Repeat the entries below exactly as they appear, with no pictures.

------ DATA PROVIDED ------

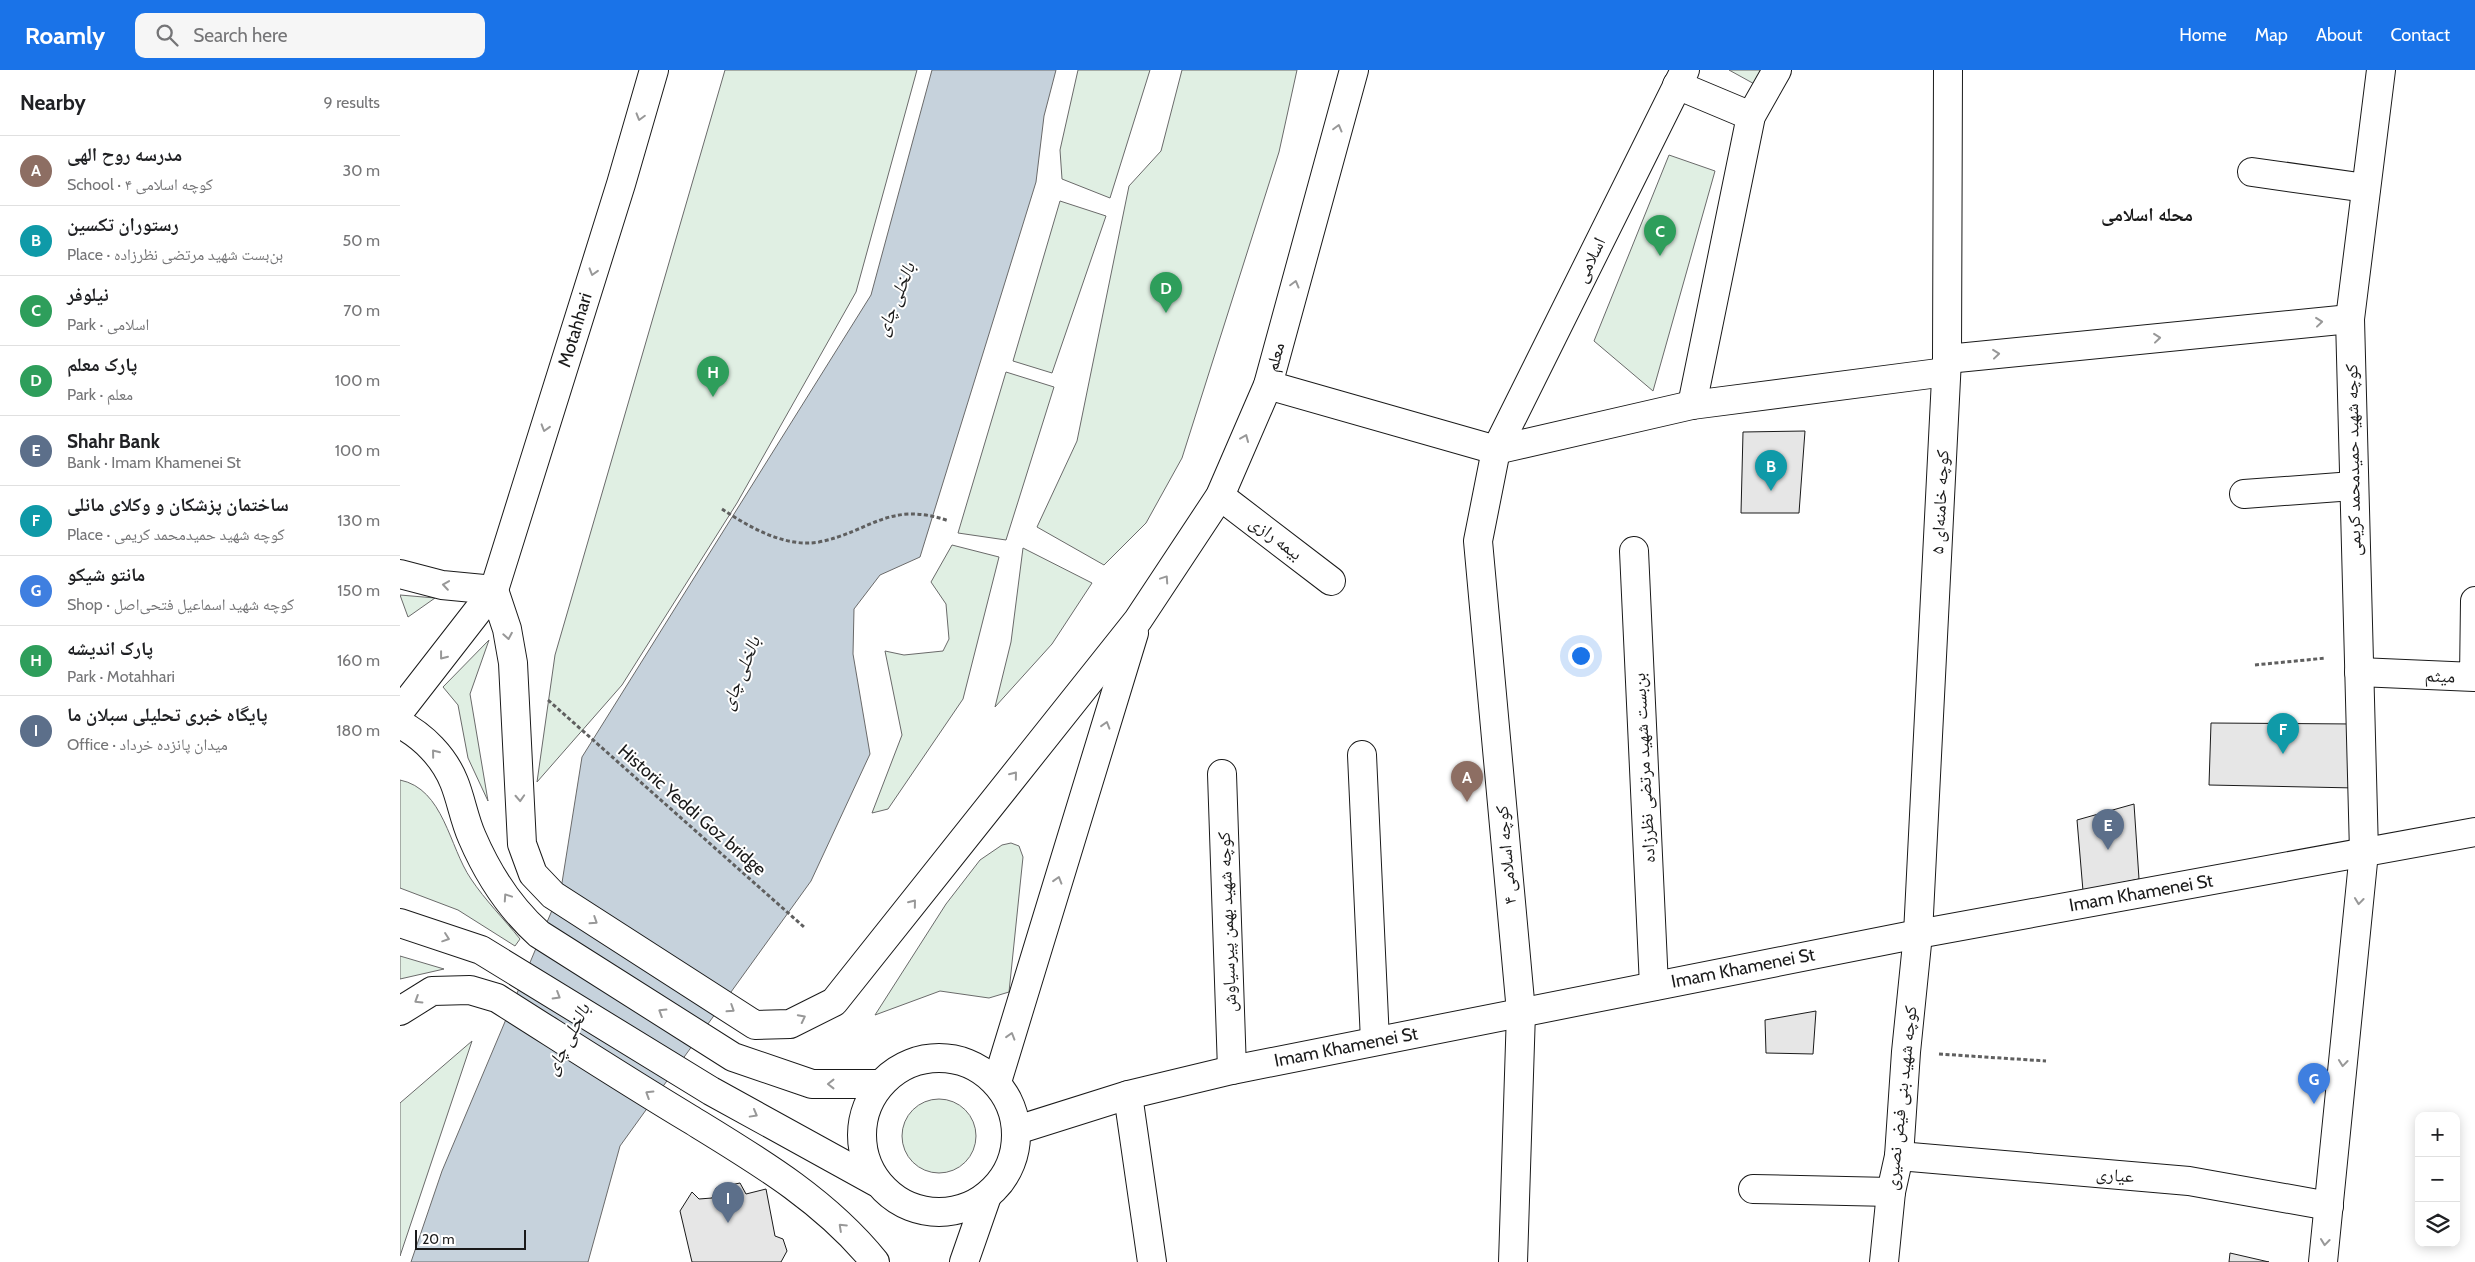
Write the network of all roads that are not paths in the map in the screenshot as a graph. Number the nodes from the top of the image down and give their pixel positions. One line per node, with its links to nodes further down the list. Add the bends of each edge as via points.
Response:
1 (654, 70): 21 (street, Motahhari, one-way to 21)
2 (1354, 70): 12 (street, معلم, one-way to 2)
3 (1777, 70): 7 (street)
4 (1948, 70): 11 (street, کوچه خامنه‌ای ۵)
5 (2381, 70): 9 (street, کوچه شهید حمیدمحمد کریمی)
6 (1681, 77): 7 (street); 14 (street, اسلامی)
7 (1750, 116): 13 (street)
8 (2252, 172): 9 (street)
9 (2366, 188): 10 (street, کوچه شهید حمیدمحمد کریمی)
10 (2350, 319): 11 (street, one-way to 10); 15 (street, کوچه شهید حمیدمحمد کریمی)
11 (1947, 366): 13 (street); 32 (street, کوچه خامنه‌ای ۵)
12 (1268, 385): 14 (street); 17 (street, معلم, one-way to 12)
13 (1692, 405): 14 (street)
14 (1496, 450): 35 (street, کوچه اسلامی ۴, via 1478,541)
15 (2353, 486): 16 (street); 24 (street, کوچه شهید حمیدمحمد کریمی)
16 (2244, 494)
17 (1220, 496): 20 (street, بیمه رازی); 23 (street, معلم, one-way to 17)
18 (1634, 551): 33 (street, بن‌بست شهید مرتضی نظرزاده)
19 (400, 574): 21 (street, one-way to 19, via 442,585)
20 (1332, 581)
21 (494, 590): 23 (street, one-way to 23, via 508,629 513,663 522,844 533,874 553,895 755,1025 790,1024 834,1002); 25 (street, one-way to 25)
22 (2475, 601): 24 (street, میثم, via 2474,677)
23 (1138, 620): 38 (street, one-way to 23)
24 (2359, 663): 30 (street, کوچه شهید حمیدمحمد کریمی)
25 (400, 711)
26 (400, 724): 39 (street, one-way to 26, via 812,1084 733,1057 538,934 522,918 484,862 471,834 454,780 416,732)
27 (1362, 755): 36 (street)
28 (1222, 774): 37 (street, کوچه شهید بهمن پیرسیاوش)
29 (2475, 832): 30 (street, Imam Khamenei St)
30 (2364, 852): 32 (street, Imam Khamenei St); 47 (street, کوچه شهید حمیدمحمد کریمی, one-way to 47)
31 (400, 922): 43 (street, one-way to 43, via 481,950 711,1090)
32 (1918, 934): 33 (street, Imam Khamenei St); 42 (street, کوچه شهید بنی فیض نصیری)
33 (1654, 986): 35 (street, Imam Khamenei St)
34 (400, 1011): 48 (street, one-way to 34, via 821,1207 749,1153 498,998 470,990 432,991)
35 (1521, 1012): 36 (street, Imam Khamenei St); 51 (street, کوچه اسلامی ۴)
36 (1375, 1041): 37 (street, Imam Khamenei St)
37 (1232, 1070): 40 (street, Imam Khamenei St)
38 (996, 1082): 39 (street, via 976,1066 951,1058 925,1059 900,1068); 41 (street, via 1011,1105)
39 (880, 1084): 43 (street, via 866,1107 861,1133 864,1159)
40 (1128, 1095): 41 (street, Imam Khamenei St); 50 (street)
41 (1016, 1130): 46 (street, via 1014,1156 1004,1178)
42 (1899, 1156): 45 (street, کوچه شهید بنی فیض نصیری); 47 (street, عیاری, via 2189,1181)
43 (876, 1182): 46 (street, via 896,1200 917,1210 942,1213 966,1208)
44 (1753, 1189): 45 (street)
45 (1891, 1192): 52 (street, کوچه شهید بنی فیض نصیری)
46 (987, 1196): 49 (street)
47 (2329, 1206): 53 (street, کوچه شهید حمیدمحمد کریمی, one-way to 53)
48 (875, 1262)
49 (964, 1262)
50 (1152, 1262)
51 (1513, 1262)
52 (1884, 1262)
53 (2323, 1262)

------

→ **RESPONSE BOX**
Write the network of all roads that are not paths in the map in the screenshot as a graph. Number the nodes from the top of the image down and give their pixel positions. One line per node, with its links to nodes further down the list. Add the bends of each edge as via points.
Response:
1 (654, 70): 21 (street, Motahhari, one-way to 21)
2 (1354, 70): 12 (street, معلم, one-way to 2)
3 (1777, 70): 7 (street)
4 (1948, 70): 11 (street, کوچه خامنه‌ای ۵)
5 (2381, 70): 9 (street, کوچه شهید حمیدمحمد کریمی)
6 (1681, 77): 7 (street); 14 (street, اسلامی)
7 (1750, 116): 13 (street)
8 (2252, 172): 9 (street)
9 (2366, 188): 10 (street, کوچه شهید حمیدمحمد کریمی)
10 (2350, 319): 11 (street, one-way to 10); 15 (street, کوچه شهید حمیدمحمد کریمی)
11 (1947, 366): 13 (street); 32 (street, کوچه خامنه‌ای ۵)
12 (1268, 385): 14 (street); 17 (street, معلم, one-way to 12)
13 (1692, 405): 14 (street)
14 (1496, 450): 35 (street, کوچه اسلامی ۴, via 1478,541)
15 (2353, 486): 16 (street); 24 (street, کوچه شهید حمیدمحمد کریمی)
16 (2244, 494)
17 (1220, 496): 20 (street, بیمه رازی); 23 (street, معلم, one-way to 17)
18 (1634, 551): 33 (street, بن‌بست شهید مرتضی نظرزاده)
19 (400, 574): 21 (street, one-way to 19, via 442,585)
20 (1332, 581)
21 (494, 590): 23 (street, one-way to 23, via 508,629 513,663 522,844 533,874 553,895 755,1025 790,1024 834,1002); 25 (street, one-way to 25)
22 (2475, 601): 24 (street, میثم, via 2474,677)
23 (1138, 620): 38 (street, one-way to 23)
24 (2359, 663): 30 (street, کوچه شهید حمیدمحمد کریمی)
25 (400, 711)
26 (400, 724): 39 (street, one-way to 26, via 812,1084 733,1057 538,934 522,918 484,862 471,834 454,780 416,732)
27 (1362, 755): 36 (street)
28 (1222, 774): 37 (street, کوچه شهید بهمن پیرسیاوش)
29 (2475, 832): 30 (street, Imam Khamenei St)
30 (2364, 852): 32 (street, Imam Khamenei St); 47 (street, کوچه شهید حمیدمحمد کریمی, one-way to 47)
31 (400, 922): 43 (street, one-way to 43, via 481,950 711,1090)
32 (1918, 934): 33 (street, Imam Khamenei St); 42 (street, کوچه شهید بنی فیض نصیری)
33 (1654, 986): 35 (street, Imam Khamenei St)
34 (400, 1011): 48 (street, one-way to 34, via 821,1207 749,1153 498,998 470,990 432,991)
35 (1521, 1012): 36 (street, Imam Khamenei St); 51 (street, کوچه اسلامی ۴)
36 (1375, 1041): 37 (street, Imam Khamenei St)
37 (1232, 1070): 40 (street, Imam Khamenei St)
38 (996, 1082): 39 (street, via 976,1066 951,1058 925,1059 900,1068); 41 (street, via 1011,1105)
39 (880, 1084): 43 (street, via 866,1107 861,1133 864,1159)
40 (1128, 1095): 41 (street, Imam Khamenei St); 50 (street)
41 (1016, 1130): 46 (street, via 1014,1156 1004,1178)
42 (1899, 1156): 45 (street, کوچه شهید بنی فیض نصیری); 47 (street, عیاری, via 2189,1181)
43 (876, 1182): 46 (street, via 896,1200 917,1210 942,1213 966,1208)
44 (1753, 1189): 45 (street)
45 (1891, 1192): 52 (street, کوچه شهید بنی فیض نصیری)
46 (987, 1196): 49 (street)
47 (2329, 1206): 53 (street, کوچه شهید حمیدمحمد کریمی, one-way to 53)
48 (875, 1262)
49 (964, 1262)
50 (1152, 1262)
51 (1513, 1262)
52 (1884, 1262)
53 (2323, 1262)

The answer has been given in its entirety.